The region's tourism is not limited exclusively to the winter season. Summer is full of new initiatives for both nature loving individuals and for those who wish to enjoy fully, without winter harshness, the numerous corners of the Valley. Here, the flowers and foliage are spectacular and it is possible to relax thanks also to the 20 woodland areas strewn throughout the region, which are equipped for picnics. Those who decide to discover the genuineness of the country environment can find accomodations in one of the 41 farm locations. Traditional meals are offered by 867 restaurants, many of which are well known for their cooking.
During the summer the long days allow visitors to focus their attention on the numerous artifacts of human history which cover the region. Here, history dates back to the Neolithic Age (3000 b.C.), the Roman Age and the Middle Ages of the 800s. Historical and artistic treasures can be found in Aosta and in thecentral valley: Augustus' Arch of Triumph, Porta Pretoria, an Amphitheater, a Theater, Cathedrals, St.Orso collegiate church, medieval towers and an archaeological Museum.

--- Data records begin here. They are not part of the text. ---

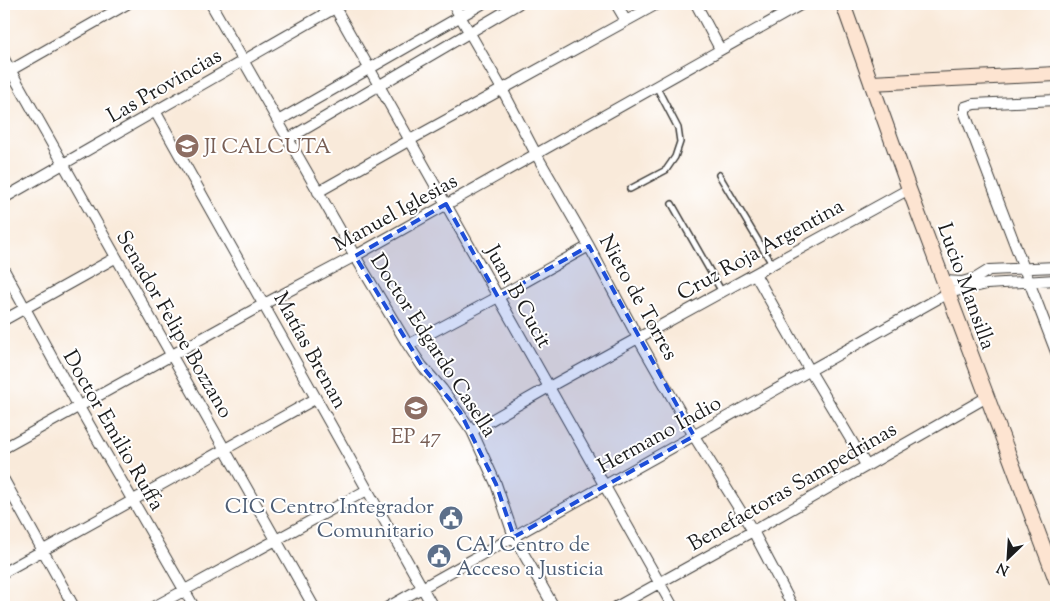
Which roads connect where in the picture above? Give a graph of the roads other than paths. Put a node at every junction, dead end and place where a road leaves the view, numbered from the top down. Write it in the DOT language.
graph roads {
  1 [pos="127,4"];
  2 [pos="211,4"];
  3 [pos="453,4"];
  4 [pos="482,4"];
  5 [pos="518,4"];
  6 [pos="616,4"];
  7 [pos="657,4"];
  8 [pos="696,4"];
  9 [pos="802,4"];
  10 [pos="843,4"];
  11 [pos="337,5"];
  12 [pos="460,16"];
  13 [pos="626,21"];
  14 [pos="469,32"];
  15 [pos="720,50"];
  16 [pos="4,60"];
  17 [pos="243,61"];
  18 [pos="370,69"];
  19 [pos="7,72"];
  20 [pos="1056,74"];
  21 [pos="871,83"];
  22 [pos="380,86"];
  23 [pos="656,86"];
  24 [pos="502,89"];
  25 [pos="1056,100"];
  26 [pos="155,111"];
  27 [pos="278,121"];
  28 [pos="288,139"];
  29 [pos="410,140"];
  30 [pos="536,154"];
  31 [pos="63,164"];
  32 [pos="719,174"];
  33 [pos="630,189"];
  34 [pos="910,189"];
  35 [pos="318,192"];
  36 [pos="4,198"];
  37 [pos="446,204"];
  38 [pos="672,204"];
  39 [pos="589,246"];
  40 [pos="355,256"];
  41 [pos="115,258"];
  42 [pos="772,264"];
  43 [pos="1056,267"];
  44 [pos="1025,268"];
  45 [pos="4,270"];
  46 [pos="756,274"];
  47 [pos="1056,280"];
  48 [pos="1030,281"];
  49 [pos="946,287"];
  50 [pos="722,292"];
  51 [pos="498,297"];
  52 [pos="264,304"];
  53 [pos="26,309"];
  54 [pos="4,320"];
  55 [pos="638,338"];
  56 [pos="408,345"];
  57 [pos="1056,352"];
  58 [pos="171,355"];
  59 [pos="810,371"];
  60 [pos="549,387"];
  61 [pos="987,397"];
  62 [pos="316,399"];
  63 [pos="78,407"];
  64 [pos="472,431"];
  65 [pos="694,436"];
  66 [pos="4,448"];
  67 [pos="224,449"];
  68 [pos="866,465"];
  69 [pos="4,480"];
  70 [pos="605,486"];
  71 [pos="367,490"];
  72 [pos="133,500"];
  73 [pos="753,531"];
  74 [pos="514,537"];
  75 [pos="276,540"];
  76 [pos="42,550"];
  77 [pos="4,572"];
  78 [pos="1056,580"];
  79 [pos="659,584"];
  80 [pos="422,588"];
  81 [pos="184,590"];
  82 [pos="74,607"];
  83 [pos="154,607"];
  84 [pos="194,607"];
  85 [pos="314,607"];
  86 [pos="388,607"];
  87 [pos="433,607"];
  88 [pos="554,607"];
  89 [pos="616,607"];
  90 [pos="673,607"];
  91 [pos="793,607"];
  1 -- 19 [label="street"];
  2 -- 17 [label="street, Doctor Edgardo Casella"];
  3 -- 12 [label="street, Nieto de Torres"];
  4 -- 12 [label="street"];
  5 -- 14 [label="street"];
  6 -- 13 [label="street"];
  7 -- 13 [label="street"];
  8 -- 15 [label="street"];
  9 -- 15 [label="street, Manuel Iglesias"];
  10 -- 21 [label="main road, Lucio Mansilla"];
  11 -- 17 [label="street, Las Provincias"];
  11 -- 18 [label="street, Juan B Cucit"];
  12 -- 14 [label="street, Nieto de Torres"];
  12 -- 18 [label="street"];
  13 -- 24 [label="street"];
  14 -- 22 [label="street"];
  14 -- 24 [label="street, Nieto de Torres"];
  15 -- 23 [label="street, Manuel Iglesias"];
  16 -- 19 [label="street, Senador Felipe Bozzano"];
  17 -- 26 [label="street, Las Provincias"];
  17 -- 27 [label="street, Doctor Edgardo Casella"];
  18 -- 22 [label="street, Juan B Cucit"];
  18 -- 27 [label="street"];
  19 -- 31 [label="street, Senador Felipe Bozzano"];
  20 -- 21 [label="main road"];
  21 -- 34 [label="main road, Lucio Mansilla"];
  22 -- 28 [label="street"];
  22 -- 29 [label="street, Juan B Cucit"];
  23 -- 30 [label="street, Manuel Iglesias"];
  23 -- 33 [label="lane"];
  24 -- 29 [label="street"];
  24 -- 30 [label="street, Nieto de Torres"];
  25 -- 44 [label="street"];
  26 -- 31 [label="street, Las Provincias"];
  26 -- 52 [label="street, Matías Brenan"];
  27 -- 28 [label="street, Doctor Edgardo Casella"];
  28 -- 35 [label="street, Doctor Edgardo Casella"];
  29 -- 35 [label="street"];
  29 -- 37 [label="street, Juan B Cucit"];
  30 -- 37 [label="street, Manuel Iglesias"];
  30 -- 39 [label="street, Nieto de Torres"];
  31 -- 36 [label="street, Las Provincias"];
  31 -- 41 [label="street, Senador Felipe Bozzano"];
  32 -- 42 [label="lane"];
  34 -- 42 [label="street, Cruz Roja Argentina"];
  34 -- 49 [label="main road, Lucio Mansilla"];
  35 -- 40 [label="street, Doctor Edgardo Casella"];
  37 -- 40 [label="street, Manuel Iglesias"];
  37 -- 51 [label="street, Juan B Cucit"];
  38 -- 50 [label="lane"];
  39 -- 51 [label="street"];
  39 -- 55 [label="street, Nieto de Torres"];
  40 -- 52 [label="street, Manuel Iglesias"];
  40 -- 56 [label="street, Doctor Edgardo Casella"];
  41 -- 53 [label="street"];
  41 -- 58 [label="street, Senador Felipe Bozzano"];
  42 -- 46 [label="street, Cruz Roja Argentina"];
  43 -- 44 [label="street"];
  44 -- 48 [label="street"];
  44 -- 49 [label="street"];
  45 -- 53 [label="street, Doctor Emilio Ruffa"];
  46 -- 50 [label="street, Cruz Roja Argentina"];
  46 -- 59 [label="street"];
  47 -- 48 [label="street"];
  48 -- 49 [label="street"];
  48 -- 57 [label="street"];
  49 -- 59 [label="street, Hermano Indio"];
  49 -- 61 [label="main road, Lucio Mansilla"];
  50 -- 55 [label="street, Cruz Roja Argentina"];
  51 -- 56 [label="street"];
  51 -- 60 [label="street, Juan B Cucit"];
  52 -- 58 [label="street, Manuel Iglesias"];
  52 -- 62 [label="street, Matías Brenan"];
  53 -- 54 [label="street"];
  53 -- 63 [label="street, Doctor Emilio Ruffa"];
  55 -- 60 [label="street, Cruz Roja Argentina"];
  55 -- 65 [label="street, Nieto de Torres"];
  56 -- 64 [label="street, Doctor Edgardo Casella"];
  58 -- 63 [label="street, Manuel Iglesias"];
  58 -- 67 [label="street, Senador Felipe Bozzano"];
  59 -- 65 [label="street, Hermano Indio"];
  59 -- 68 [label="street"];
  60 -- 64 [label="street, Cruz Roja Argentina"];
  60 -- 70 [label="street, Juan B Cucit"];
  61 -- 68 [label="street, Benefactoras Sampedrinas"];
  61 -- 78 [label="main road, Lucio Mansilla"];
  62 -- 67 [label="street"];
  62 -- 71 [label="street, Matías Brenan"];
  63 -- 66 [label="street, Manuel Iglesias"];
  63 -- 72 [label="street, Doctor Emilio Ruffa"];
  64 -- 74 [label="street, Doctor Edgardo Casella"];
  65 -- 70 [label="street, Hermano Indio"];
  65 -- 73 [label="street, Nieto de Torres"];
  67 -- 72 [label="street"];
  67 -- 75 [label="street, Senador Felipe Bozzano"];
  68 -- 73 [label="street, Benefactoras Sampedrinas"];
  69 -- 76 [label="street"];
  70 -- 74 [label="street, Hermano Indio"];
  70 -- 79 [label="street, Juan B Cucit"];
  71 -- 75 [label="street"];
  71 -- 80 [label="street, Matías Brenan"];
  72 -- 76 [label="street"];
  72 -- 81 [label="street, Doctor Emilio Ruffa"];
  73 -- 79 [label="street, Benefactoras Sampedrinas"];
  73 -- 91 [label="street, Nieto de Torres"];
  74 -- 80 [label="street, Hermano Indio"];
  74 -- 88 [label="street, Doctor Edgardo Casella"];
  75 -- 81 [label="street"];
  75 -- 85 [label="street, Senador Felipe Bozzano"];
  76 -- 77 [label="street"];
  76 -- 82 [label="street"];
  79 -- 89 [label="street, Benefactoras Sampedrinas"];
  79 -- 90 [label="street, Juan B Cucit"];
  80 -- 86 [label="street, Hermano Indio"];
  80 -- 87 [label="street, Matías Brenan"];
  81 -- 83 [label="street"];
  81 -- 84 [label="street, Doctor Emilio Ruffa"];
}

Among these finds, castles take the lion's share. The most visited ones are Fènis, Issogne, Verrès, Bard, Saint-Pierre and the Castle of Savoy at Gressoney-Saint-Jean.
On the contrary, sportsmen can have a wide range of possibilities: gliding, hang-gliding, touristic flights, tennis, squash, sauna, golfing, mountain biking, riding, riding-trekking, ice-skating, swimming, canoe, kayak, rafting, hydrospeed, free climbing, archery and target-shooting ... tourists have a wide choice!